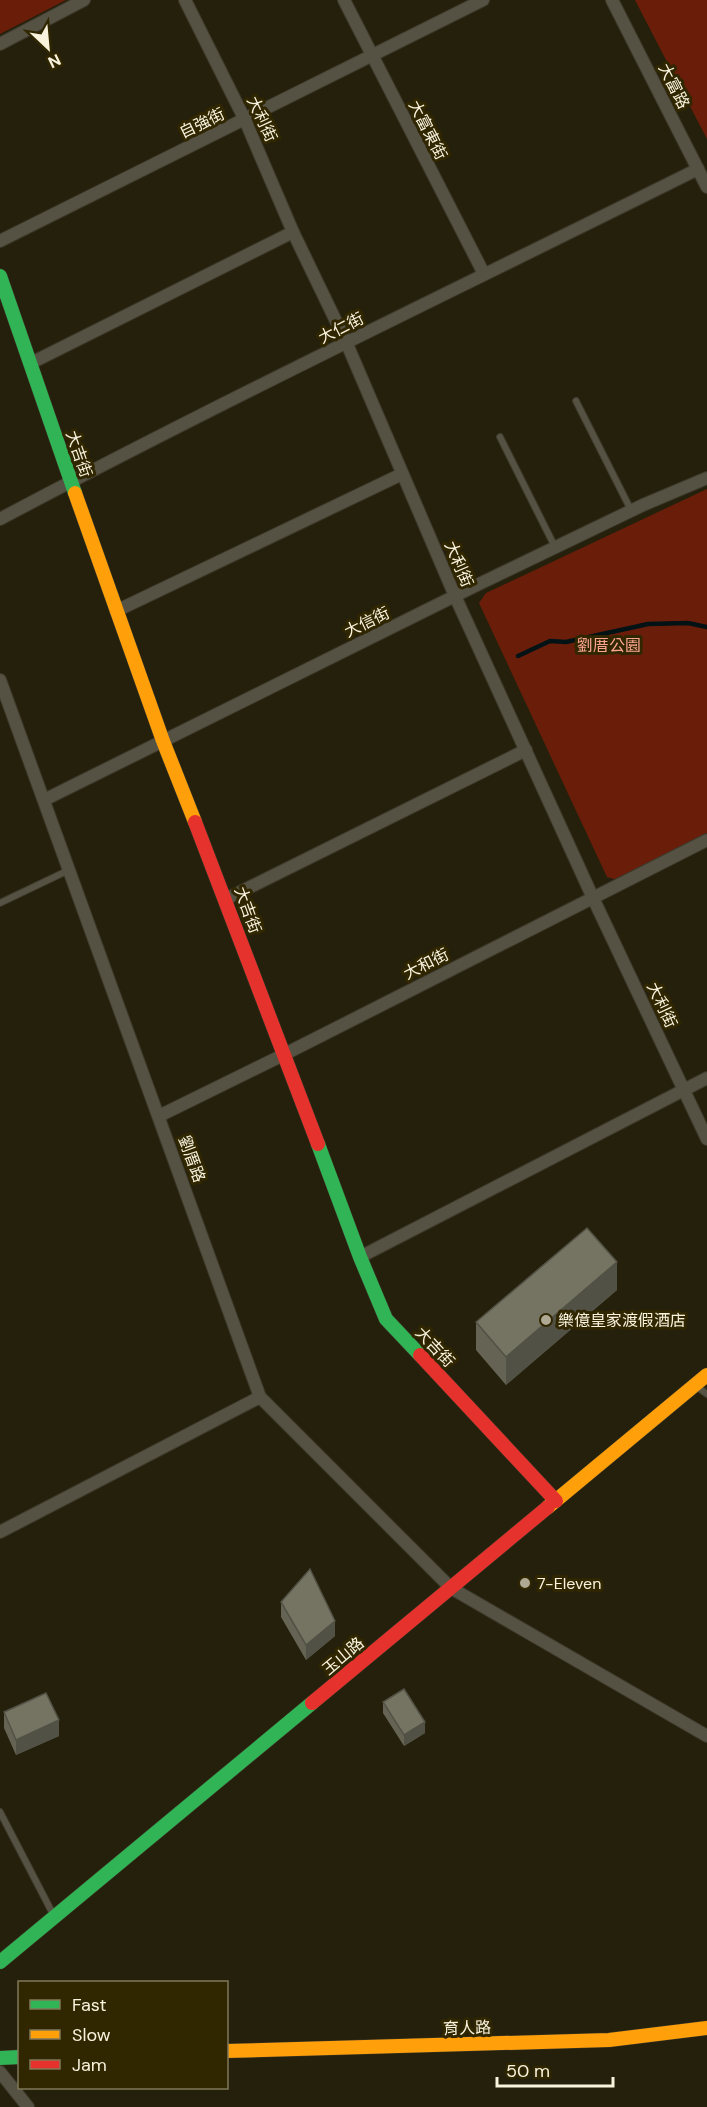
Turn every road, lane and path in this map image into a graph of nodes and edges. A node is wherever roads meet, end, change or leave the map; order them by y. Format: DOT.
graph roads {
  1 [pos="84,0"];
  2 [pos="185,0"];
  3 [pos="344,0"];
  4 [pos="483,0"];
  5 [pos="612,0"];
  6 [pos="0,44"];
  7 [pos="372,56"];
  8 [pos="245,120"];
  9 [pos="698,170"];
  10 [pos="707,187"];
  11 [pos="293,231"];
  12 [pos="0,241"];
  13 [pos="484,274"];
  14 [pos="0,276"];
  15 [pos="346,344"];
  16 [pos="31,363"];
  17 [pos="576,401"];
  18 [pos="500,437"];
  19 [pos="402,474"];
  20 [pos="707,478"];
  21 [pos="71,481"];
  22 [pos="632,511"];
  23 [pos="0,519"];
  24 [pos="555,548"];
  25 [pos="455,596"];
  26 [pos="116,610"];
  27 [pos="0,680"];
  28 [pos="164,741"];
  29 [pos="526,750"];
  30 [pos="44,800"];
  31 [pos="707,840"];
  32 [pos="69,870"];
  33 [pos="593,898"];
  34 [pos="226,899"];
  35 [pos="0,903"];
  36 [pos="283,1055"];
  37 [pos="707,1078"];
  38 [pos="684,1090"];
  39 [pos="159,1116"];
  40 [pos="707,1139"];
  41 [pos="360,1257"];
  42 [pos="707,1375"];
  43 [pos="701,1389"];
  44 [pos="260,1397"];
  45 [pos="556,1501"];
  46 [pos="0,1532"];
  47 [pos="451,1588"];
  48 [pos="707,1736"];
  49 [pos="0,1812"];
  50 [pos="54,1917"];
  51 [pos="0,1962"];
  52 [pos="707,2028"];
  53 [pos="228,2051"];
  54 [pos="18,2057"];
  55 [pos="0,2058"];
  56 [pos="0,2072"];
  57 [pos="28,2107"];
  1 -- 6 [label="street"];
  2 -- 8 [label="street, 大利街"];
  3 -- 7 [label="street, 大富東街"];
  4 -- 7 [label="street, 自強街"];
  5 -- 9 [label="street, 大富路"];
  7 -- 8 [label="street, 自強街"];
  7 -- 13 [label="street, 大富東街"];
  8 -- 11 [label="street, 大利街"];
  8 -- 12 [label="street, 自強街"];
  9 -- 10 [label="street, 大富路"];
  9 -- 13 [label="street, 大仁街"];
  11 -- 15 [label="street, 大利街"];
  11 -- 16 [label="street"];
  13 -- 15 [label="street, 大仁街"];
  14 -- 16 [label="street, 大吉街"];
  15 -- 19 [label="street, 大利街"];
  15 -- 21 [label="street, 大仁街"];
  16 -- 21 [label="street, 大吉街"];
  17 -- 22 [label="lane"];
  18 -- 24 [label="lane"];
  19 -- 25 [label="street, 大利街"];
  19 -- 26 [label="street"];
  20 -- 22 [label="street, 大信街"];
  21 -- 23 [label="street, 大仁街"];
  21 -- 26 [label="street, 大吉街"];
  22 -- 24 [label="street, 大信街"];
  24 -- 25 [label="street, 大信街"];
  25 -- 28 [label="street, 大信街"];
  25 -- 29 [label="street, 大利街"];
  26 -- 28 [label="street, 大吉街"];
  27 -- 30 [label="street, 劉厝路"];
  28 -- 30 [label="street, 大信街"];
  28 -- 34 [label="street, 大吉街"];
  29 -- 33 [label="street, 大利街"];
  29 -- 34 [label="street"];
  30 -- 32 [label="street, 劉厝路"];
  31 -- 33 [label="street, 大和街"];
  32 -- 35 [label="lane"];
  32 -- 39 [label="street, 劉厝路"];
  33 -- 36 [label="street, 大和街"];
  33 -- 38 [label="street, 大利街"];
  34 -- 36 [label="street, 大吉街"];
  36 -- 39 [label="street, 大和街"];
  36 -- 41 [label="street, 大吉街"];
  37 -- 38 [label="street"];
  38 -- 40 [label="street, 大利街"];
  38 -- 41 [label="street"];
  39 -- 44 [label="street, 劉厝路"];
  41 -- 45 [label="street, 大吉街"];
  42 -- 43 [label="street, 玉山路"];
  43 -- 45 [label="street, 玉山路"];
  44 -- 46 [label="street"];
  44 -- 47 [label="street, 劉厝路"];
  45 -- 47 [label="street, 玉山路"];
  47 -- 48 [label="street, 劉厝路"];
  47 -- 50 [label="street, 玉山路"];
  49 -- 50 [label="lane"];
  50 -- 51 [label="street, 玉山路"];
  52 -- 53 [label="street, 育人路"];
  54 -- 55 [label="street"];
  56 -- 57 [label="street"];
}
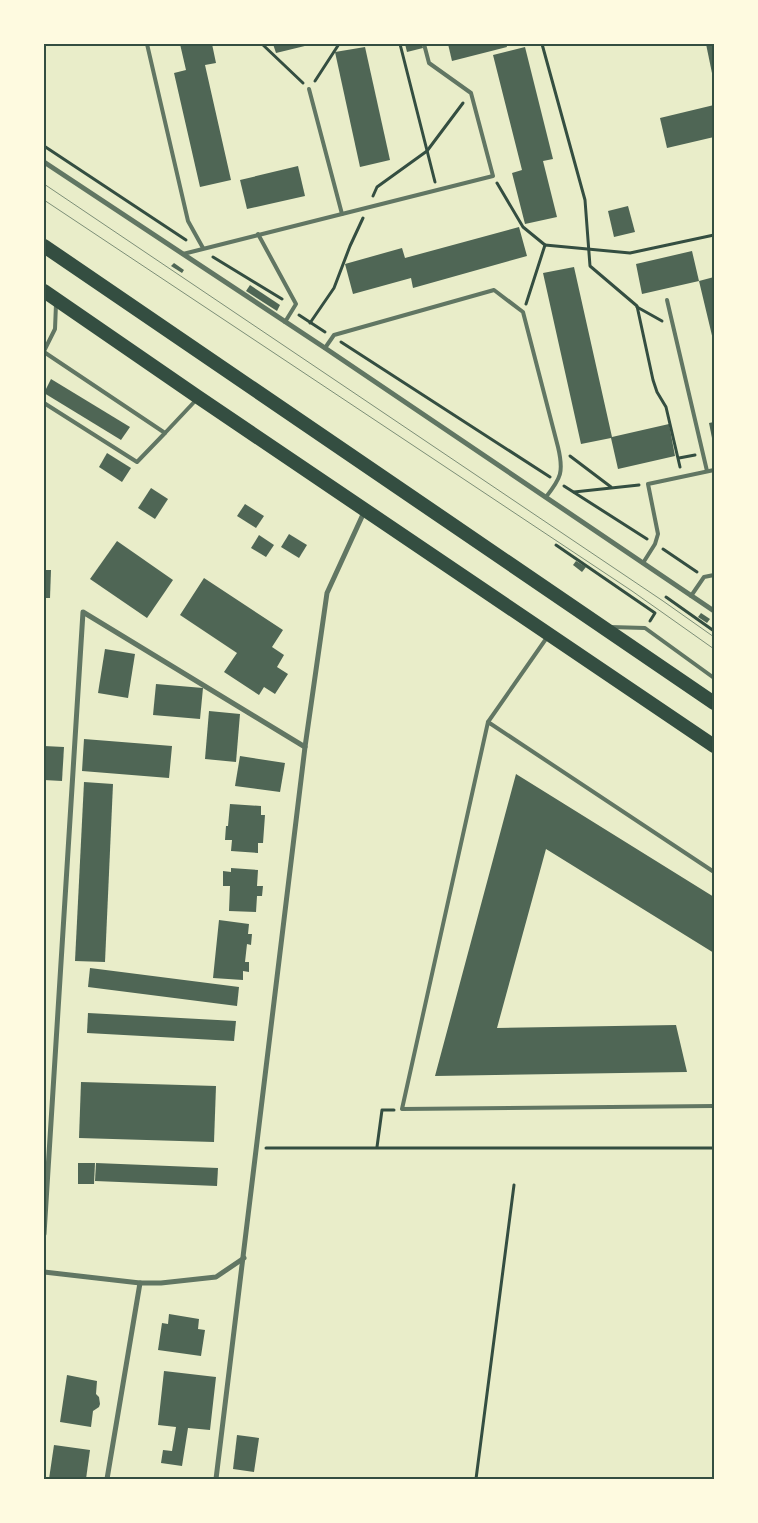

··········

▶ _Work to be completed_: What is needed is an exact copy of every entry, with the pictures removed.

▶ _Response_:
Turn every road, lane and path in this map image into a graph of nodes and edges. A node is wherever roads meet, end, change or leave the map; order them by y. Format: DOT.
graph roads {
  1 [pos="84,0"];
  2 [pos="185,0"];
  3 [pos="344,0"];
  4 [pos="483,0"];
  5 [pos="612,0"];
  6 [pos="0,44"];
  7 [pos="372,56"];
  8 [pos="245,120"];
  9 [pos="698,170"];
  10 [pos="707,187"];
  11 [pos="293,231"];
  12 [pos="0,241"];
  13 [pos="484,274"];
  14 [pos="0,276"];
  15 [pos="346,344"];
  16 [pos="31,363"];
  17 [pos="576,401"];
  18 [pos="500,437"];
  19 [pos="402,474"];
  20 [pos="707,478"];
  21 [pos="71,481"];
  22 [pos="632,511"];
  23 [pos="0,519"];
  24 [pos="555,548"];
  25 [pos="455,596"];
  26 [pos="116,610"];
  27 [pos="0,680"];
  28 [pos="164,741"];
  29 [pos="526,750"];
  30 [pos="44,800"];
  31 [pos="707,840"];
  32 [pos="69,870"];
  33 [pos="593,898"];
  34 [pos="226,899"];
  35 [pos="0,903"];
  36 [pos="283,1055"];
  37 [pos="707,1078"];
  38 [pos="684,1090"];
  39 [pos="159,1116"];
  40 [pos="707,1139"];
  41 [pos="360,1257"];
  42 [pos="707,1375"];
  43 [pos="701,1389"];
  44 [pos="260,1397"];
  45 [pos="556,1501"];
  46 [pos="0,1532"];
  47 [pos="451,1588"];
  48 [pos="707,1736"];
  49 [pos="0,1812"];
  50 [pos="54,1917"];
  51 [pos="0,1962"];
  52 [pos="707,2028"];
  53 [pos="228,2051"];
  54 [pos="18,2057"];
  55 [pos="0,2058"];
  56 [pos="0,2072"];
  57 [pos="28,2107"];
  1 -- 6 [label="street"];
  2 -- 8 [label="street, 大利街"];
  3 -- 7 [label="street, 大富東街"];
  4 -- 7 [label="street, 自強街"];
  5 -- 9 [label="street, 大富路"];
  7 -- 8 [label="street, 自強街"];
  7 -- 13 [label="street, 大富東街"];
  8 -- 11 [label="street, 大利街"];
  8 -- 12 [label="street, 自強街"];
  9 -- 10 [label="street, 大富路"];
  9 -- 13 [label="street, 大仁街"];
  11 -- 15 [label="street, 大利街"];
  11 -- 16 [label="street"];
  13 -- 15 [label="street, 大仁街"];
  14 -- 16 [label="street, 大吉街"];
  15 -- 19 [label="street, 大利街"];
  15 -- 21 [label="street, 大仁街"];
  16 -- 21 [label="street, 大吉街"];
  17 -- 22 [label="lane"];
  18 -- 24 [label="lane"];
  19 -- 25 [label="street, 大利街"];
  19 -- 26 [label="street"];
  20 -- 22 [label="street, 大信街"];
  21 -- 23 [label="street, 大仁街"];
  21 -- 26 [label="street, 大吉街"];
  22 -- 24 [label="street, 大信街"];
  24 -- 25 [label="street, 大信街"];
  25 -- 28 [label="street, 大信街"];
  25 -- 29 [label="street, 大利街"];
  26 -- 28 [label="street, 大吉街"];
  27 -- 30 [label="street, 劉厝路"];
  28 -- 30 [label="street, 大信街"];
  28 -- 34 [label="street, 大吉街"];
  29 -- 33 [label="street, 大利街"];
  29 -- 34 [label="street"];
  30 -- 32 [label="street, 劉厝路"];
  31 -- 33 [label="street, 大和街"];
  32 -- 35 [label="lane"];
  32 -- 39 [label="street, 劉厝路"];
  33 -- 36 [label="street, 大和街"];
  33 -- 38 [label="street, 大利街"];
  34 -- 36 [label="street, 大吉街"];
  36 -- 39 [label="street, 大和街"];
  36 -- 41 [label="street, 大吉街"];
  37 -- 38 [label="street"];
  38 -- 40 [label="street, 大利街"];
  38 -- 41 [label="street"];
  39 -- 44 [label="street, 劉厝路"];
  41 -- 45 [label="street, 大吉街"];
  42 -- 43 [label="street, 玉山路"];
  43 -- 45 [label="street, 玉山路"];
  44 -- 46 [label="street"];
  44 -- 47 [label="street, 劉厝路"];
  45 -- 47 [label="street, 玉山路"];
  47 -- 48 [label="street, 劉厝路"];
  47 -- 50 [label="street, 玉山路"];
  49 -- 50 [label="lane"];
  50 -- 51 [label="street, 玉山路"];
  52 -- 53 [label="street, 育人路"];
  54 -- 55 [label="street"];
  56 -- 57 [label="street"];
}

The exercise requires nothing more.